[[ Information supplied, beginning ]]

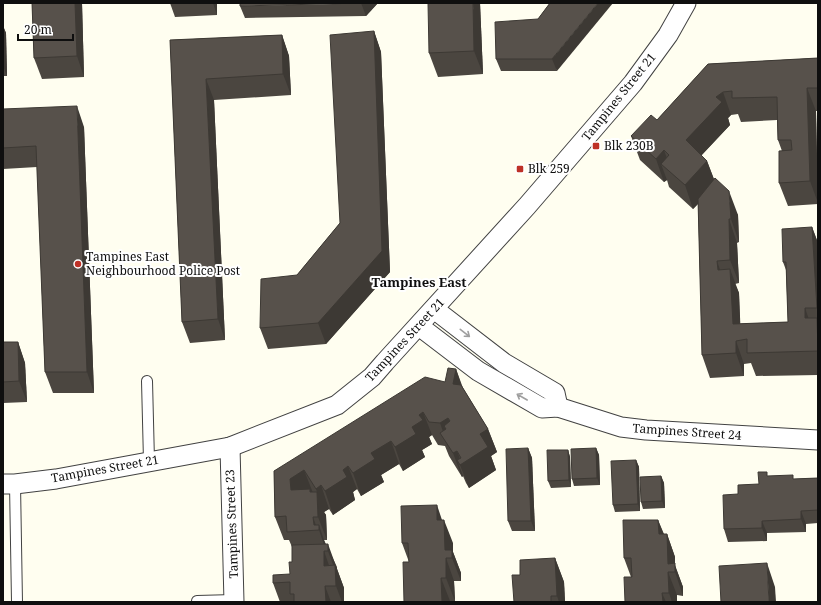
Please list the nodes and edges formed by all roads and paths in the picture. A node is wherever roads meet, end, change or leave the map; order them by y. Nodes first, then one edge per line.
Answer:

[[ Information supplied, end ]]
[[ Information supplied, beginning ]]

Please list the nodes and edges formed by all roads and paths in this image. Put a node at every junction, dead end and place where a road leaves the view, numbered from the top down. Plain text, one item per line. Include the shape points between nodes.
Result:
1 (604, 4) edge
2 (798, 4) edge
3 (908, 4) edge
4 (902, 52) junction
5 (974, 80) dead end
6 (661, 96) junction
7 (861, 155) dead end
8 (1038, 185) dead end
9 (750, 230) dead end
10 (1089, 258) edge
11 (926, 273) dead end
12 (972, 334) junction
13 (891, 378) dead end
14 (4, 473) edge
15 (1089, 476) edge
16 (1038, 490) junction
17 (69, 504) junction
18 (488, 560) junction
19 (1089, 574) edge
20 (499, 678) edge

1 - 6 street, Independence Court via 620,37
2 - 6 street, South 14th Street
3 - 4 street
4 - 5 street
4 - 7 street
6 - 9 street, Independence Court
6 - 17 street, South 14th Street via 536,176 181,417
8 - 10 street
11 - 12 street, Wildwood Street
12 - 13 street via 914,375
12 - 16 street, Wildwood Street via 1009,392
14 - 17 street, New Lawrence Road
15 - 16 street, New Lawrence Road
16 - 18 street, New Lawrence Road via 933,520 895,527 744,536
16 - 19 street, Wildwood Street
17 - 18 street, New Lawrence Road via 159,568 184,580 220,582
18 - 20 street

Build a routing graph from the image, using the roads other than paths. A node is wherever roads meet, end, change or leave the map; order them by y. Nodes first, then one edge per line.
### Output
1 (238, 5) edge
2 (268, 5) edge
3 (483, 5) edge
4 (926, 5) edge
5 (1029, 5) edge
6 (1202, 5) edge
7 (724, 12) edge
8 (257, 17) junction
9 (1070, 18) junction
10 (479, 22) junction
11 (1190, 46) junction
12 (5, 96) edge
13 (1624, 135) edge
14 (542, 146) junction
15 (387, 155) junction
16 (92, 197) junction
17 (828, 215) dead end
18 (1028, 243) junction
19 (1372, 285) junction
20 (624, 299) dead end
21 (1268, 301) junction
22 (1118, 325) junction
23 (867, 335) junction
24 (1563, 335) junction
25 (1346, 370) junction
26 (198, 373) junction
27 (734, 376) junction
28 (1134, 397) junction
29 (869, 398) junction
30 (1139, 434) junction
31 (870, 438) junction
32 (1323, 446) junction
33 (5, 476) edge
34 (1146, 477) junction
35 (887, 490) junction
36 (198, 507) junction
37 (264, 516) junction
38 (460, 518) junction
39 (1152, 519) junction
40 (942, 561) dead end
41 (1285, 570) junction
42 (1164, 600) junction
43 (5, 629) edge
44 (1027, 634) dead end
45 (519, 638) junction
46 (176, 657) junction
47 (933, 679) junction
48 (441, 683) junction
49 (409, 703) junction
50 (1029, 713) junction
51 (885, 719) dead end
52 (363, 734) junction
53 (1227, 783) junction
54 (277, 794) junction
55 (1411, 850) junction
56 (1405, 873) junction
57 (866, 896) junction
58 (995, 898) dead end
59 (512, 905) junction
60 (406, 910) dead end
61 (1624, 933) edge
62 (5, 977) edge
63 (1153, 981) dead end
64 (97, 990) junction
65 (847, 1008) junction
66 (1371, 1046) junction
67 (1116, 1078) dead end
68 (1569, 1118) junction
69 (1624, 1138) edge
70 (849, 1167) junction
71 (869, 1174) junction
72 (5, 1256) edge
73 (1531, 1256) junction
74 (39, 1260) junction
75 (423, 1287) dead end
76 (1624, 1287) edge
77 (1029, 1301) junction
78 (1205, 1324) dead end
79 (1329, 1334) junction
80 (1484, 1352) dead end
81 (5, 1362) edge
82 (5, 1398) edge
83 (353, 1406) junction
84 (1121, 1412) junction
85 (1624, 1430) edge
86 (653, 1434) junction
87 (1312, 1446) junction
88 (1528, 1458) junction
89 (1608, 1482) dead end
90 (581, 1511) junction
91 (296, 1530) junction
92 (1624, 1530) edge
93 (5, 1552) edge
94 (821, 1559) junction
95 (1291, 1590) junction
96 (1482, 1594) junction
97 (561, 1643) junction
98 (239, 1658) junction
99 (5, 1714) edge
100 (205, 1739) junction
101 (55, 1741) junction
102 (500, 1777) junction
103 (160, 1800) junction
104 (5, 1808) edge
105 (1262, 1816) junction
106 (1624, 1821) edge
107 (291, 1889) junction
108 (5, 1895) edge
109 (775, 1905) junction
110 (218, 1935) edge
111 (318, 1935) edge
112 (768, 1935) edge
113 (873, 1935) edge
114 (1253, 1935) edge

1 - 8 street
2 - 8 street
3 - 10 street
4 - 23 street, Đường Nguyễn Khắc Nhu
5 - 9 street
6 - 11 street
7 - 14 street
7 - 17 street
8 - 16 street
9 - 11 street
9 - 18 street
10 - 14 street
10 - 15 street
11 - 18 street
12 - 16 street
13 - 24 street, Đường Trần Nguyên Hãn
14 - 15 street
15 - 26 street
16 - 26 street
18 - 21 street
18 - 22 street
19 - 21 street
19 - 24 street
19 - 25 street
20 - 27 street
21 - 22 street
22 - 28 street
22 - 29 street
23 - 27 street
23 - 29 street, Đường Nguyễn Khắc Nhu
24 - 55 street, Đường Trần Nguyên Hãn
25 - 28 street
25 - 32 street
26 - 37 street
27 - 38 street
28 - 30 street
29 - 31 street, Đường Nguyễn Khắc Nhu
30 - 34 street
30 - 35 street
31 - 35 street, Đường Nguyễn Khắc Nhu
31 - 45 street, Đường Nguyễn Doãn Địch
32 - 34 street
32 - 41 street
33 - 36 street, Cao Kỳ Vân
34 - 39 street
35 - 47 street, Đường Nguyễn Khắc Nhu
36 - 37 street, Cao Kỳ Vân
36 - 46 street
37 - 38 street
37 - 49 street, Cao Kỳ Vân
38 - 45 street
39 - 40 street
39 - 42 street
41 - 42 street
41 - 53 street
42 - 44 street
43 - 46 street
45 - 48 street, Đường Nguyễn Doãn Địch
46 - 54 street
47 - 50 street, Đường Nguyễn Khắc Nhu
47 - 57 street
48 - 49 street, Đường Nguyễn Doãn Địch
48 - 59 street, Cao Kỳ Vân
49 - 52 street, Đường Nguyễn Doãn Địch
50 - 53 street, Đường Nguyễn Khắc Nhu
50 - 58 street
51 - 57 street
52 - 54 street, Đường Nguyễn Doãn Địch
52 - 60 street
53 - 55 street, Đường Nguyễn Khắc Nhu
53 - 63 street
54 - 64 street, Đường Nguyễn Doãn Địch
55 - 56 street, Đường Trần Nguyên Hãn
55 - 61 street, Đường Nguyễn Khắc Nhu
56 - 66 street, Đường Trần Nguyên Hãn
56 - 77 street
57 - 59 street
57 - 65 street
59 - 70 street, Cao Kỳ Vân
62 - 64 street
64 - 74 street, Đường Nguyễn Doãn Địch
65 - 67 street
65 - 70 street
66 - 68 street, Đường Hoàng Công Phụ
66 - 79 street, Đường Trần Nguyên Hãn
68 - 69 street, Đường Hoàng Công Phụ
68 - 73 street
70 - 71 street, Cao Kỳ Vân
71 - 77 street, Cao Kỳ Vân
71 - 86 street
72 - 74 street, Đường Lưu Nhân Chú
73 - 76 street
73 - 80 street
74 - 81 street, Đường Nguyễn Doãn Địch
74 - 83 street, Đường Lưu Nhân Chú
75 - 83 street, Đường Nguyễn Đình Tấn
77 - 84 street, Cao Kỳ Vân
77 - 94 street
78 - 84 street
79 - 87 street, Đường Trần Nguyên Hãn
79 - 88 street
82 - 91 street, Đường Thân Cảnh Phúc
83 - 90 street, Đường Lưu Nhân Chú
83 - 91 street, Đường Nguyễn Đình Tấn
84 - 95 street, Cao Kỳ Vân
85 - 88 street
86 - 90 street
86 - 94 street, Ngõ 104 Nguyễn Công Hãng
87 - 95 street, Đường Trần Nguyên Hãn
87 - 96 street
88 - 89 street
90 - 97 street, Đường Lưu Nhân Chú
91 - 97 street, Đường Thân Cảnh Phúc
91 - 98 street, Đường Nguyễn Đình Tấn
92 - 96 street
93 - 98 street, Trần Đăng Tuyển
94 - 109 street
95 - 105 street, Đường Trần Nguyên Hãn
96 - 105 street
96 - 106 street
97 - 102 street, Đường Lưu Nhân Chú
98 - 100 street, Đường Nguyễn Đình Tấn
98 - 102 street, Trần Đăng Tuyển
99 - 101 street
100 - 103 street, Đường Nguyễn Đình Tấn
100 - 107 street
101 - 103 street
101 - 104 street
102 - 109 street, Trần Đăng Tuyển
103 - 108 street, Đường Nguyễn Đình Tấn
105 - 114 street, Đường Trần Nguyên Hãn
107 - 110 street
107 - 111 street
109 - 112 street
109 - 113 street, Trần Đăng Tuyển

[[ Information supplied, end ]]
[[ Information supplied, beginning ]]

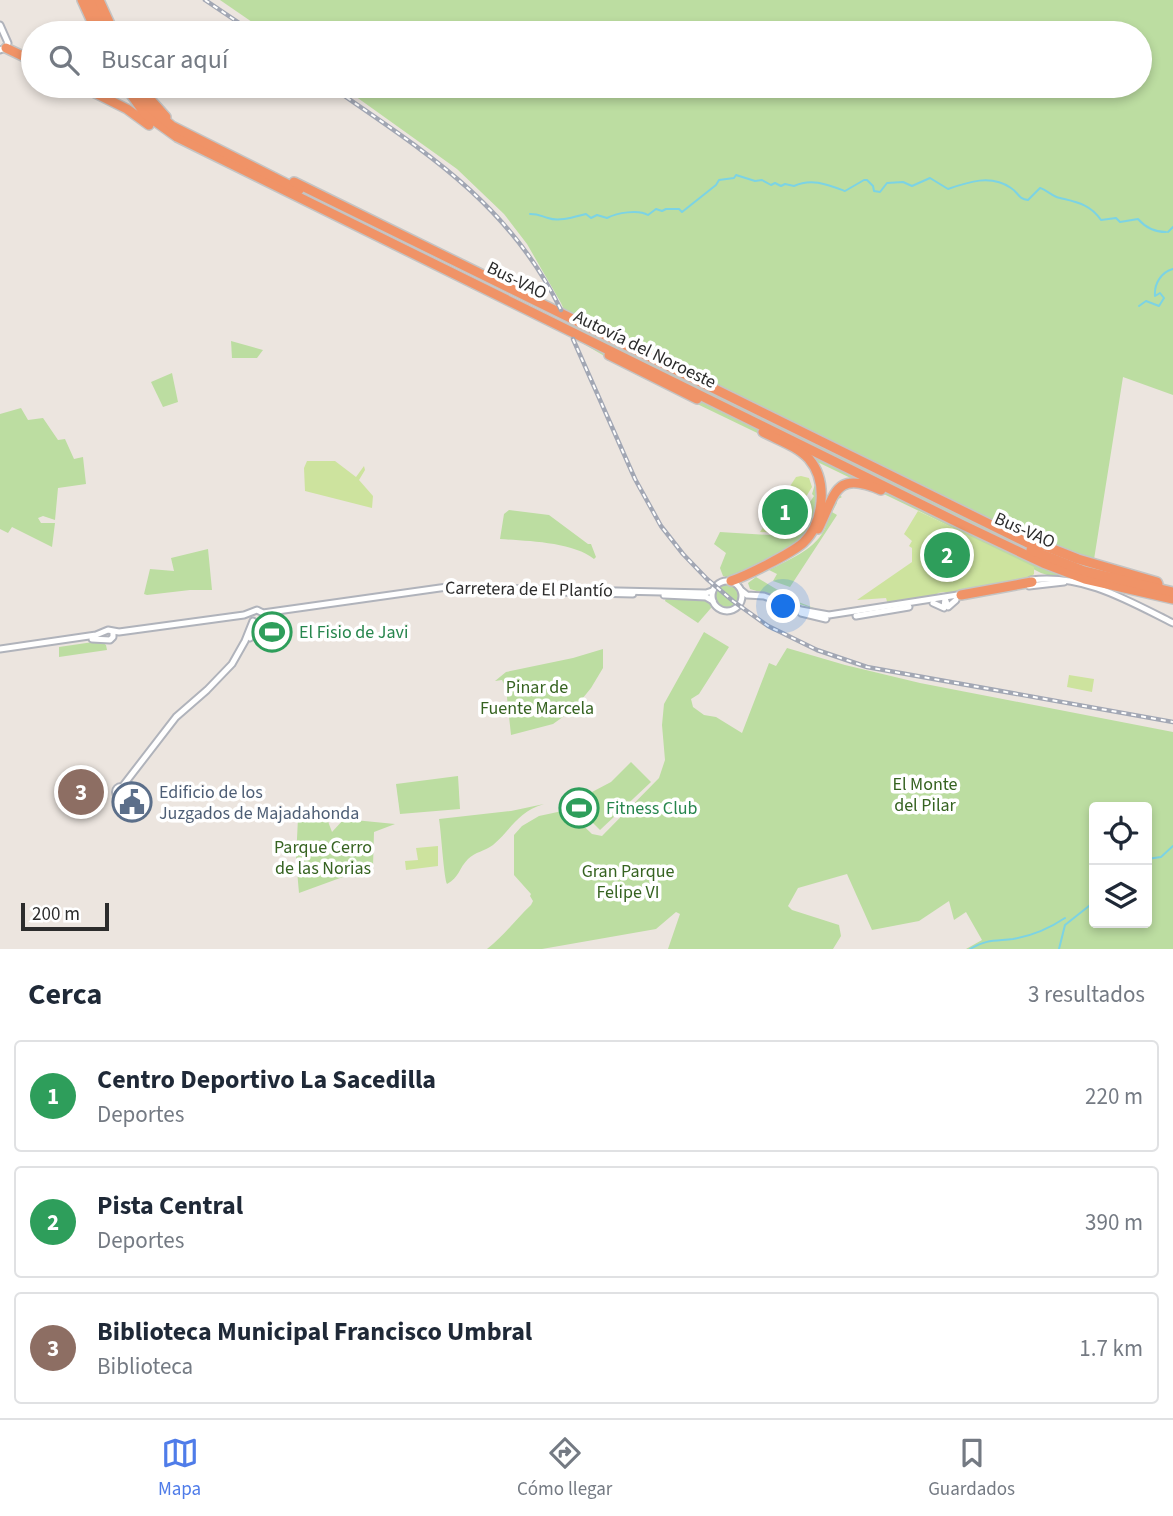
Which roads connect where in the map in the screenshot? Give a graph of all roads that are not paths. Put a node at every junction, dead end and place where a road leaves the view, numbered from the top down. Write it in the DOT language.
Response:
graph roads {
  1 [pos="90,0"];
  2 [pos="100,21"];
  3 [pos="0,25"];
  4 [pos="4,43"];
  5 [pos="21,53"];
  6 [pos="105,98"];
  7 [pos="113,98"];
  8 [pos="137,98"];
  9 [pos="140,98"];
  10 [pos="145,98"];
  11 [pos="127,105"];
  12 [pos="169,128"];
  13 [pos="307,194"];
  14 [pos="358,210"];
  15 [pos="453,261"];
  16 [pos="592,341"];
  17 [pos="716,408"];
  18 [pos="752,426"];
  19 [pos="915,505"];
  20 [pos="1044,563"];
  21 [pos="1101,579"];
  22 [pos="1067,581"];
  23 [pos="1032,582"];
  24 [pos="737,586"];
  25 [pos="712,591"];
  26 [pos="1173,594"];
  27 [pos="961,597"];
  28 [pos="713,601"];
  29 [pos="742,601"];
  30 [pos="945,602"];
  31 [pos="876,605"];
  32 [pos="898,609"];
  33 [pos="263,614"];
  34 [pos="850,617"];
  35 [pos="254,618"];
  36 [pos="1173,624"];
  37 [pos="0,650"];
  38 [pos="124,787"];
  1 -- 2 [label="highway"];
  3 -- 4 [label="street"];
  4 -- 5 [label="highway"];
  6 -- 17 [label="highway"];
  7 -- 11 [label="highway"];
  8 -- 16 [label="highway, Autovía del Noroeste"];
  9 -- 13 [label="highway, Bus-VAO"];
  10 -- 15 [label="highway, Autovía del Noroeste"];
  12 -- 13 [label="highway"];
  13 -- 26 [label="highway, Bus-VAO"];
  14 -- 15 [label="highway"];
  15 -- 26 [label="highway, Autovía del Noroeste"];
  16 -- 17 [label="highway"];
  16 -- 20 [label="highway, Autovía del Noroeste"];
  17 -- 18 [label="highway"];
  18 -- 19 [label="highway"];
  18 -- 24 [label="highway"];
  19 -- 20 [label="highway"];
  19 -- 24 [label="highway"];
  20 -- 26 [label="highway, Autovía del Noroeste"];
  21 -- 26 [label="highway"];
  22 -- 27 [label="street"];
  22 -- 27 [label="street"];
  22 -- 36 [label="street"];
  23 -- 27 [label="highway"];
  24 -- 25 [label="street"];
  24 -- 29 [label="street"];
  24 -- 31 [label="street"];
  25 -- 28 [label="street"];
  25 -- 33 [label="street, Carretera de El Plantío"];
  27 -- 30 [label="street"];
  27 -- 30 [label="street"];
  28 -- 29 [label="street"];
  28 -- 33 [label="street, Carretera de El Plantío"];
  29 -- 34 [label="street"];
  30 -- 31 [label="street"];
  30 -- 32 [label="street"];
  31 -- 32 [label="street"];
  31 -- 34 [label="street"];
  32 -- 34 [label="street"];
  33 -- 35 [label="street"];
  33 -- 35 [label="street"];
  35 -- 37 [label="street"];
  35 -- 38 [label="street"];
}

[[ Information supplied, end ]]

Task to carry out: For the material above, how many lines contain the word "then"? Only the number should be given.

Solution: 2